Но до этого был очень тяжёлый эпизод. Прибегает к нам домой один из учеников мамы и радостно кричит: «Роза Мухамедовна! Ваш сын вернулся с фронта»! Мама с криком: «Мурат! Сынок»! бросилась навстречу военному, идущему к нам, Но это был не Мурат, а мамин племянник Ахмед Агишев, вернувшийся на побывку. Он очень растерялся и испуганно произнёс: «Разия-апа, это же я… Ахмед».
..

. ..
Мурат и внешностью и характером отличался от меня и Искандера. Он был очень изящный, высокий, худощавый, с правильными чертами лица — типичный аристократ, бесхитростный, излишне прямолинейный, добрый и рисковый. Когда началась война, ему было 16 лет, через год уже было ясно, что война будет затяжной и Мурата могут призвать в армию и отправить на фронт.

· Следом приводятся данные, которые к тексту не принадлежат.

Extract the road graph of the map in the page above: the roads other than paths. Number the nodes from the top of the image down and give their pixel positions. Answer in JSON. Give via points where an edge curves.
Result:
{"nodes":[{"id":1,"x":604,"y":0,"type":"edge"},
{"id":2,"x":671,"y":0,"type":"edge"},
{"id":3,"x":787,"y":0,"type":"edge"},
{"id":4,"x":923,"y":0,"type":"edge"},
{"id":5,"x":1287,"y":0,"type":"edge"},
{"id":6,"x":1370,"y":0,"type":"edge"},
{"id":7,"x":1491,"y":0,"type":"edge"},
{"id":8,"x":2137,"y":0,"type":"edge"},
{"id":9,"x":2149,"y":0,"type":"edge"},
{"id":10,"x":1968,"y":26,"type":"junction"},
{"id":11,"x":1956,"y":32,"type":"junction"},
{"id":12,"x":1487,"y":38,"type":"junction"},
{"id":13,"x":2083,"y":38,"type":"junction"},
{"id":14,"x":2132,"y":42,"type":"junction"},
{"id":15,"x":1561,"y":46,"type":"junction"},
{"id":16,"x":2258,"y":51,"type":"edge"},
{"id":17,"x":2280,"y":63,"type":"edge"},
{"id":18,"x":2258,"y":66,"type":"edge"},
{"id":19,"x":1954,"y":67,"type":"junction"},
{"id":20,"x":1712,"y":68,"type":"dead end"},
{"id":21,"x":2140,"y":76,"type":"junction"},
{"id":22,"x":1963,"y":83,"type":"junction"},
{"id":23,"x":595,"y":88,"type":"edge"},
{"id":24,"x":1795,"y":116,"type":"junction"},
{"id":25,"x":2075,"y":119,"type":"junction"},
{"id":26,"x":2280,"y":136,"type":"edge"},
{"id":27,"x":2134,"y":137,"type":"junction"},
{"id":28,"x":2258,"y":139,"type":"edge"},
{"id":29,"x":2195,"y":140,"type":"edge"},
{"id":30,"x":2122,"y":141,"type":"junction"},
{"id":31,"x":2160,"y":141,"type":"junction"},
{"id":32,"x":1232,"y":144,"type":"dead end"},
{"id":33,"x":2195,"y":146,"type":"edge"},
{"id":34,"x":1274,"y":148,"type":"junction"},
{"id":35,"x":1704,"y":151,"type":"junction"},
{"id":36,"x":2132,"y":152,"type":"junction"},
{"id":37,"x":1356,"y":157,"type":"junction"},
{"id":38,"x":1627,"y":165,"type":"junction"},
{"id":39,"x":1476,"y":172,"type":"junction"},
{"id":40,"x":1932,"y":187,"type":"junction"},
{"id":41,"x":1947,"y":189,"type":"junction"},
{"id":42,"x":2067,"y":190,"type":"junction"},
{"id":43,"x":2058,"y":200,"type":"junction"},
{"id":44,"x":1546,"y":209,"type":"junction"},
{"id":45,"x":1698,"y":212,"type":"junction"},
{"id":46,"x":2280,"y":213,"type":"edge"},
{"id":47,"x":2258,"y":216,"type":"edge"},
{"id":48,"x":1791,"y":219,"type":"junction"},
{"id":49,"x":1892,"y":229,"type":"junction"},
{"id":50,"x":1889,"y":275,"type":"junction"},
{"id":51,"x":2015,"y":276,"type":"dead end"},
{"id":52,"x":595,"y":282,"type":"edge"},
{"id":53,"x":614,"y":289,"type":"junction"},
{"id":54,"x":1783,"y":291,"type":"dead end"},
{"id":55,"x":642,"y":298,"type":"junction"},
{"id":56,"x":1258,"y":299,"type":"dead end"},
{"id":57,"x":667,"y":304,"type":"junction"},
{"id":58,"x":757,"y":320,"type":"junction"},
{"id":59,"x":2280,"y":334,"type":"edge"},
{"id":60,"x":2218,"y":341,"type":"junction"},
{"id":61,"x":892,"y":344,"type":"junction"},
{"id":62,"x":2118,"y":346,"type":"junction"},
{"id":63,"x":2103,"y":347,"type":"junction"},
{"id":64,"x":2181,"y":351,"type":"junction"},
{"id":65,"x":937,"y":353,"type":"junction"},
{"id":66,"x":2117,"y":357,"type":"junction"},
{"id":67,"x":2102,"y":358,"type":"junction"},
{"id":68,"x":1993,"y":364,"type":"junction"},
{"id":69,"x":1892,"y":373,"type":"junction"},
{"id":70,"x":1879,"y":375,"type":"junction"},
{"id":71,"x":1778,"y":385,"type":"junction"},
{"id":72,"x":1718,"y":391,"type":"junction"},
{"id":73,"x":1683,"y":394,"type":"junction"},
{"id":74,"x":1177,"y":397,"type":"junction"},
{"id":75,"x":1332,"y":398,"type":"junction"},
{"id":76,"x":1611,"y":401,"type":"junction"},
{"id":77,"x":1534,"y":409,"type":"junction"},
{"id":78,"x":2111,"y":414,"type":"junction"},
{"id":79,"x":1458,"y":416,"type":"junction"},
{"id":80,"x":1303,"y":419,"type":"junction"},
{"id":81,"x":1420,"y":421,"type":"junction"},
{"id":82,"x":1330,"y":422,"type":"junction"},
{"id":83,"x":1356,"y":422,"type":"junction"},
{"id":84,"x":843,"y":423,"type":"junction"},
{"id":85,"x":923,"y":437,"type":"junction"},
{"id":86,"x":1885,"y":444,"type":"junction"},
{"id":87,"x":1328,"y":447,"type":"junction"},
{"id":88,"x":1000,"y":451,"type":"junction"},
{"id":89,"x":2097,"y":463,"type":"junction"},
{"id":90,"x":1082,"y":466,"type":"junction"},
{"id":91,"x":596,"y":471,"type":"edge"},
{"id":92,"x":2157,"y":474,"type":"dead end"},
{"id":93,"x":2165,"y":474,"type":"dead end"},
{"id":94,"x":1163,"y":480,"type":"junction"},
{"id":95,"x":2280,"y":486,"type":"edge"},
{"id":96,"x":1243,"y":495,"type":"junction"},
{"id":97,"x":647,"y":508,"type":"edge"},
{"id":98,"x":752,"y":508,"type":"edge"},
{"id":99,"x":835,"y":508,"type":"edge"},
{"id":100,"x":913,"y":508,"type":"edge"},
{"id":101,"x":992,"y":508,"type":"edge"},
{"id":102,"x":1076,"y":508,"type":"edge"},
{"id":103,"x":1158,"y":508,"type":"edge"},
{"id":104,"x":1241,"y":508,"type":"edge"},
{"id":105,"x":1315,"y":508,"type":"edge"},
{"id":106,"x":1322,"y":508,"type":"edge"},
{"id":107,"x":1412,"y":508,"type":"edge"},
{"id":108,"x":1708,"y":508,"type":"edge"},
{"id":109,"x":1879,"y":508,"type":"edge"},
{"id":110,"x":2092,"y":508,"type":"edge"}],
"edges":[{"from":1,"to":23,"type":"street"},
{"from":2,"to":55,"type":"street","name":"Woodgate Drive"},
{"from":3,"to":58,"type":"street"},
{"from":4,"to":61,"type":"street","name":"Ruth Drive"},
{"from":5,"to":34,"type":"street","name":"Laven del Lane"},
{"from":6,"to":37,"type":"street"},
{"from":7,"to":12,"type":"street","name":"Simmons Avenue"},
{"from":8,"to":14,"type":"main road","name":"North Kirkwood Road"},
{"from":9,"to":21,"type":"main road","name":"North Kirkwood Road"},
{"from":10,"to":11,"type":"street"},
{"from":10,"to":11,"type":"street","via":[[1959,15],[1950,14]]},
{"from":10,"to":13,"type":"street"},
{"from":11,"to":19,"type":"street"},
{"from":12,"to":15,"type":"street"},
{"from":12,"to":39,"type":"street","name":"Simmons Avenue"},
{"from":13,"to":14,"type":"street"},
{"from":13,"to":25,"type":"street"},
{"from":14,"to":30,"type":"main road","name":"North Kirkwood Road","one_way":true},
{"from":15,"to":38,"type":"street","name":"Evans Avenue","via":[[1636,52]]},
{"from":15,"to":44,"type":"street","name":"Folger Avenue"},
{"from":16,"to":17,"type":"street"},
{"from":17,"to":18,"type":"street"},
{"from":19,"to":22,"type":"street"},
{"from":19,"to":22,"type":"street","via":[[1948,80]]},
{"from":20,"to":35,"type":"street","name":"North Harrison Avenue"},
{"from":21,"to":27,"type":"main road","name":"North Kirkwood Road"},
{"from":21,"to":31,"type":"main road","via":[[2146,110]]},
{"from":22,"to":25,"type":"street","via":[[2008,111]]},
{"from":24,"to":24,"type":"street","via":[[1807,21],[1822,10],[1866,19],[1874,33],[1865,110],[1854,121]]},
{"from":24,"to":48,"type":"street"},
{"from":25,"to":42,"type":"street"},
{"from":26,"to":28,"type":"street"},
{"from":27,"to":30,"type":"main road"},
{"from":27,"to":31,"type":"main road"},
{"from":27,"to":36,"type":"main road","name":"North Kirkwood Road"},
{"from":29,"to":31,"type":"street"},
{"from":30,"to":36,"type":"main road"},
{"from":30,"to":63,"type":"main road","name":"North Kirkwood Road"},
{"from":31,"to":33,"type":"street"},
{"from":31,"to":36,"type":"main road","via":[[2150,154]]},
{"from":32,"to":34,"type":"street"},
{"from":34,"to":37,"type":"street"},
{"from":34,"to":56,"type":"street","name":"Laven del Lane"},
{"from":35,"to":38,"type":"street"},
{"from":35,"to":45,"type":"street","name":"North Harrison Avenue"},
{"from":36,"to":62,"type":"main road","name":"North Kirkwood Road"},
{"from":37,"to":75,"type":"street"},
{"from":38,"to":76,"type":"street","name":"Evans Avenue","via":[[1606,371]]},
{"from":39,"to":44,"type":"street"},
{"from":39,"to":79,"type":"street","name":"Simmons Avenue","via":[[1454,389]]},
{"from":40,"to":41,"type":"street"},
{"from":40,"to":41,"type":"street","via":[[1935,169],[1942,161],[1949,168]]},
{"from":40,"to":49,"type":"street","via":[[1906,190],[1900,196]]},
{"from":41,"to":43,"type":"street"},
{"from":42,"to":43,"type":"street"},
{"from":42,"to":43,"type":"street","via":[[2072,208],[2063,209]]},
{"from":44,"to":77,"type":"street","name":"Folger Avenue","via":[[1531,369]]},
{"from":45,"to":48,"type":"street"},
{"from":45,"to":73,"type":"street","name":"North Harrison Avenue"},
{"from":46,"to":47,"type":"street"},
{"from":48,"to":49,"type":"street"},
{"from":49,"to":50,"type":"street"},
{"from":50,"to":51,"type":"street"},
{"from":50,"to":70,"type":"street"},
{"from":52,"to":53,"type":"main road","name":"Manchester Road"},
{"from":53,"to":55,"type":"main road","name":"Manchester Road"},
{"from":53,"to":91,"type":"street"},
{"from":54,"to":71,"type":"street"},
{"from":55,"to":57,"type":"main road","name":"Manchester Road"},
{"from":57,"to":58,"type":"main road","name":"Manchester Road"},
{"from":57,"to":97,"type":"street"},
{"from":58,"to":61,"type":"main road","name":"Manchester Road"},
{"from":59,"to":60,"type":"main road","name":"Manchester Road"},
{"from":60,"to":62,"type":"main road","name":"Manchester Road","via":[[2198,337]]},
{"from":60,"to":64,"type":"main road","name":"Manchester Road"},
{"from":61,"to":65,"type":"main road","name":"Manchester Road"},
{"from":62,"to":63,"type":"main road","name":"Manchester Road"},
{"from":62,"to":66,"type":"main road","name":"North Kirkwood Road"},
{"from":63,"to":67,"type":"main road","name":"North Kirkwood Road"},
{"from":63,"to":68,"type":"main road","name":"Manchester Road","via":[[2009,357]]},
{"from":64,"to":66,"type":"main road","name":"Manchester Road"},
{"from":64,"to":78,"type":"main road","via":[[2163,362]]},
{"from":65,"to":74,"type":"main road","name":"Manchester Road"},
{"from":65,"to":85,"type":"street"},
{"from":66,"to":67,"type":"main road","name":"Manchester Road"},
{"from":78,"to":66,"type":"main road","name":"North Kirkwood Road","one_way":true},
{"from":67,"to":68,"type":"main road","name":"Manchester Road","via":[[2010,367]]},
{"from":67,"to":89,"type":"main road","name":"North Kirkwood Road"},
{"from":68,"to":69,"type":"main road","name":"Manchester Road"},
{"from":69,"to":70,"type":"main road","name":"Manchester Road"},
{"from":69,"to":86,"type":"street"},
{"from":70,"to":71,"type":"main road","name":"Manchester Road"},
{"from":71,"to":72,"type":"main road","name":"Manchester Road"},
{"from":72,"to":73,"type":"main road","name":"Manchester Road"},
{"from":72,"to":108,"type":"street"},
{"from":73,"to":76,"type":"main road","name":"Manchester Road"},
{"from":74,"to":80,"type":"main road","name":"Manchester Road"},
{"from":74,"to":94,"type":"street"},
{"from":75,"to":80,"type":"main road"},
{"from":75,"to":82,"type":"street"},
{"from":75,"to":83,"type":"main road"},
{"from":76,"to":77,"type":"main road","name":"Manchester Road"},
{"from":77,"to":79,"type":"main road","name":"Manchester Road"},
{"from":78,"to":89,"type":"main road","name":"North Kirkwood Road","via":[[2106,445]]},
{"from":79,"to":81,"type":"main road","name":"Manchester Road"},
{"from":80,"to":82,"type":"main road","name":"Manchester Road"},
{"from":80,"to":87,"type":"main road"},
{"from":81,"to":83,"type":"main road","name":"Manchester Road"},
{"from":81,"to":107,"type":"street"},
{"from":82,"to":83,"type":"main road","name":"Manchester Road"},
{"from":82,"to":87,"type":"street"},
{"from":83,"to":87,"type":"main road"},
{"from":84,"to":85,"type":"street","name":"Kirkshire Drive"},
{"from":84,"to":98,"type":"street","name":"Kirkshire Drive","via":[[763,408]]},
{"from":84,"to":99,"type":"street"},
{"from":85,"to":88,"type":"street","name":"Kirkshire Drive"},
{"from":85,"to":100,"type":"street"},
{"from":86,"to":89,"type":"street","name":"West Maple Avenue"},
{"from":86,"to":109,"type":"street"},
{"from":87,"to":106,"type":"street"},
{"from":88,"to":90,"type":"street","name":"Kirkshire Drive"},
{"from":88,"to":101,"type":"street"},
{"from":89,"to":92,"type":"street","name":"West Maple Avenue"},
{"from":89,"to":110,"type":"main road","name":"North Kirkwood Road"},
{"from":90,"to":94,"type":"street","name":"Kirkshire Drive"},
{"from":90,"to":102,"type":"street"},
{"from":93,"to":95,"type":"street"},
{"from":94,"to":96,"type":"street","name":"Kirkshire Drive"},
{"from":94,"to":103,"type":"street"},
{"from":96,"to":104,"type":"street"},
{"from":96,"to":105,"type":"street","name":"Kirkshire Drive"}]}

— А он сам стремился на фронт?

— Я уверен, что ни одной здравомыслящей матери, будь она трижды патриотом, не хотелось отправлять сына на эту бойню. Мама не была исключением. В то время в Самарканде открылась специальная школа, которая готовила курсантов для лётных училищ. Ученики носили военную форму и жили на государственном обеспечении. Мурата уговаривали поступить в эту школу, ведь там обучение длилось год или два, точно не помню, потом лётное училище ещё полгода — а там, смотришь, и войне конец. Но Мурат категорически отказался поступать туда, только потому, что курсантов этой школы мальчишки называли спец-шакалами. После этого мама где-то услыхала, что студентам ветеринарного техникума дают бронь от призыва в армию и, уговорила Мурата поступить туда. Но никакой брони там не давали и, вскоре Мурату пришла повестка из военкомата. Шло лето 1943 года. Повезли его в Туркмению, где должны были обучить военному делу. Обучение было формальным, несколько раз они участвовали в облаве на местных жителей, уклоняющихся от службы в армии, занимались заготовкой дров (рубили саксаул).

Через два месяца от Мурата пришла телеграмма, что едет на фронт, проездом будет в Самарканде. Действительно, в указанный день к перрону самаркандского вокзала подошёл воинский эшелон, составленный из товарных вагонов. Голодные, кое-как одетые солдаты выскочили из вагонов, шинели были сшиты из байковых одеял, на ногах изношенные ботинки с обмотками. Первый вопрос Мурата: «кушать принесли»? Вскоре эшелон ушёл, оставив на перроне рыдающую толпу родственников и близких.

Впоследствии Мурат рассказывал, что на какой-то станции их обмундировали, вооружили, дали… лыжи с палками, хотя никто из них не умел ходить на лыжах (ребята-то из Средней Азии!) и отправили на фронт. Везли их в теплушках, было уже холодно и вместо дров в ход пошли… лыжи. Воевал Мурат в составе Первого Белорусского фронта, участвовал в освобождении многих городов Белоруссии и Европы, в том числе Варшавы и Будапешта, имел правительственные награды: от медали «За боевые заслуги» до ордена Славы.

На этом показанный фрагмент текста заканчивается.